Recorded data
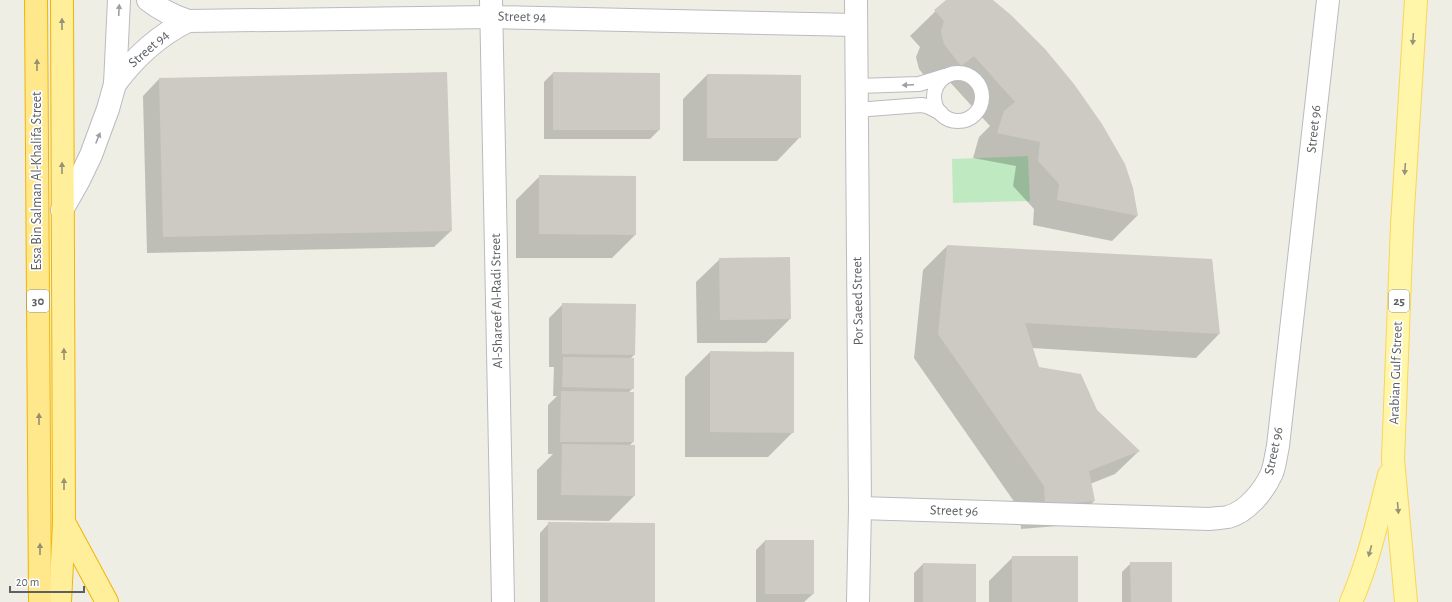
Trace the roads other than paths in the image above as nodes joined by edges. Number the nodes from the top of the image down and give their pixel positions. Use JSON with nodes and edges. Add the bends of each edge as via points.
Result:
{"nodes":[{"id":1,"x":36,"y":0,"type":"edge"},
{"id":2,"x":62,"y":0,"type":"edge"},
{"id":3,"x":119,"y":0,"type":"edge"},
{"id":4,"x":148,"y":0,"type":"edge"},
{"id":5,"x":856,"y":0,"type":"edge"},
{"id":6,"x":1328,"y":0,"type":"edge"},
{"id":7,"x":1416,"y":0,"type":"edge"},
{"id":8,"x":491,"y":8,"type":"edge"},
{"id":9,"x":188,"y":21,"type":"junction"},
{"id":10,"x":856,"y":25,"type":"junction"},
{"id":11,"x":946,"y":75,"type":"junction"},
{"id":12,"x":115,"y":84,"type":"junction"},
{"id":13,"x":856,"y":86,"type":"junction"},
{"id":14,"x":856,"y":110,"type":"junction"},
{"id":15,"x":941,"y":113,"type":"junction"},
{"id":16,"x":62,"y":210,"type":"junction"},
{"id":17,"x":1393,"y":459,"type":"junction"},
{"id":18,"x":860,"y":508,"type":"junction"},
{"id":19,"x":64,"y":523,"type":"junction"},
{"id":20,"x":40,"y":602,"type":"edge"},
{"id":21,"x":60,"y":602,"type":"edge"},
{"id":22,"x":74,"y":602,"type":"edge"},
{"id":23,"x":107,"y":602,"type":"edge"},
{"id":24,"x":503,"y":602,"type":"edge"},
{"id":25,"x":858,"y":602,"type":"edge"},
{"id":26,"x":1351,"y":602,"type":"edge"},
{"id":27,"x":1406,"y":602,"type":"edge"}],
"edges":[{"from":20,"to":1,"type":"highway","name":"Essa Bin Salman Al-Khalifa Street","number":"30","one_way":true},
{"from":16,"to":2,"type":"highway","one_way":true},
{"from":12,"to":3,"type":"street","one_way":true},
{"from":4,"to":9,"type":"street","name":"Street 94","via":[[173,16]]},
{"from":5,"to":10,"type":"street","name":"Por Saeed Street"},
{"from":6,"to":18,"type":"street","name":"Street 96","via":[[1278,446],[1272,473],[1258,496],[1237,513],[1210,519]]},
{"from":7,"to":17,"type":"main road","name":"Arabian Gulf Street","number":"25","one_way":true,"via":[[1402,225]]},
{"from":8,"to":9,"type":"street","name":"Street 94"},
{"from":8,"to":10,"type":"street","name":"Street 94"},
{"from":8,"to":24,"type":"street","name":"Al-Shareef Al-Radi Street"},
{"from":9,"to":12,"type":"street","name":"Street 94","via":[[147,47]]},
{"from":10,"to":13,"type":"street","name":"Por Saeed Street"},
{"from":11,"to":13,"type":"lane","one_way":true,"via":[[913,85]]},
{"from":11,"to":15,"type":"lane","via":[[937,85],[934,98]]},
{"from":11,"to":15,"type":"lane","via":[[954,72],[971,76],[978,82],[982,100],[980,108],[966,120],[953,120]]},
{"from":16,"to":12,"type":"street","one_way":true,"via":[[91,155]]},
{"from":13,"to":14,"type":"street","name":"Por Saeed Street"},
{"from":14,"to":15,"type":"lane","via":[[921,105]]},
{"from":14,"to":18,"type":"street","name":"Por Saeed Street"},
{"from":19,"to":16,"type":"highway","one_way":true},
{"from":17,"to":26,"type":"main road","one_way":true,"via":[[1369,555]]},
{"from":17,"to":27,"type":"main road","name":"Arabian Gulf Street","number":"25","one_way":true},
{"from":18,"to":25,"type":"street","name":"Por Saeed Street"},
{"from":19,"to":21,"type":"highway"},
{"from":19,"to":22,"type":"highway"},
{"from":19,"to":23,"type":"highway"}]}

• _Work order_
Leaving the images behind, set down every entry word for word.

• _Solution for this problem_
Trace the roads other than paths in the image above as nodes joined by edges. Number the nodes from the top of the image down and give their pixel positions. Use JSON with nodes and edges. Add the bends of each edge as via points.
Result:
{"nodes":[{"id":1,"x":36,"y":0,"type":"edge"},
{"id":2,"x":62,"y":0,"type":"edge"},
{"id":3,"x":119,"y":0,"type":"edge"},
{"id":4,"x":148,"y":0,"type":"edge"},
{"id":5,"x":856,"y":0,"type":"edge"},
{"id":6,"x":1328,"y":0,"type":"edge"},
{"id":7,"x":1416,"y":0,"type":"edge"},
{"id":8,"x":491,"y":8,"type":"edge"},
{"id":9,"x":188,"y":21,"type":"junction"},
{"id":10,"x":856,"y":25,"type":"junction"},
{"id":11,"x":946,"y":75,"type":"junction"},
{"id":12,"x":115,"y":84,"type":"junction"},
{"id":13,"x":856,"y":86,"type":"junction"},
{"id":14,"x":856,"y":110,"type":"junction"},
{"id":15,"x":941,"y":113,"type":"junction"},
{"id":16,"x":62,"y":210,"type":"junction"},
{"id":17,"x":1393,"y":459,"type":"junction"},
{"id":18,"x":860,"y":508,"type":"junction"},
{"id":19,"x":64,"y":523,"type":"junction"},
{"id":20,"x":40,"y":602,"type":"edge"},
{"id":21,"x":60,"y":602,"type":"edge"},
{"id":22,"x":74,"y":602,"type":"edge"},
{"id":23,"x":107,"y":602,"type":"edge"},
{"id":24,"x":503,"y":602,"type":"edge"},
{"id":25,"x":858,"y":602,"type":"edge"},
{"id":26,"x":1351,"y":602,"type":"edge"},
{"id":27,"x":1406,"y":602,"type":"edge"}],
"edges":[{"from":20,"to":1,"type":"highway","name":"Essa Bin Salman Al-Khalifa Street","number":"30","one_way":true},
{"from":16,"to":2,"type":"highway","one_way":true},
{"from":12,"to":3,"type":"street","one_way":true},
{"from":4,"to":9,"type":"street","name":"Street 94","via":[[173,16]]},
{"from":5,"to":10,"type":"street","name":"Por Saeed Street"},
{"from":6,"to":18,"type":"street","name":"Street 96","via":[[1278,446],[1272,473],[1258,496],[1237,513],[1210,519]]},
{"from":7,"to":17,"type":"main road","name":"Arabian Gulf Street","number":"25","one_way":true,"via":[[1402,225]]},
{"from":8,"to":9,"type":"street","name":"Street 94"},
{"from":8,"to":10,"type":"street","name":"Street 94"},
{"from":8,"to":24,"type":"street","name":"Al-Shareef Al-Radi Street"},
{"from":9,"to":12,"type":"street","name":"Street 94","via":[[147,47]]},
{"from":10,"to":13,"type":"street","name":"Por Saeed Street"},
{"from":11,"to":13,"type":"lane","one_way":true,"via":[[913,85]]},
{"from":11,"to":15,"type":"lane","via":[[937,85],[934,98]]},
{"from":11,"to":15,"type":"lane","via":[[954,72],[971,76],[978,82],[982,100],[980,108],[966,120],[953,120]]},
{"from":16,"to":12,"type":"street","one_way":true,"via":[[91,155]]},
{"from":13,"to":14,"type":"street","name":"Por Saeed Street"},
{"from":14,"to":15,"type":"lane","via":[[921,105]]},
{"from":14,"to":18,"type":"street","name":"Por Saeed Street"},
{"from":19,"to":16,"type":"highway","one_way":true},
{"from":17,"to":26,"type":"main road","one_way":true,"via":[[1369,555]]},
{"from":17,"to":27,"type":"main road","name":"Arabian Gulf Street","number":"25","one_way":true},
{"from":18,"to":25,"type":"street","name":"Por Saeed Street"},
{"from":19,"to":21,"type":"highway"},
{"from":19,"to":22,"type":"highway"},
{"from":19,"to":23,"type":"highway"}]}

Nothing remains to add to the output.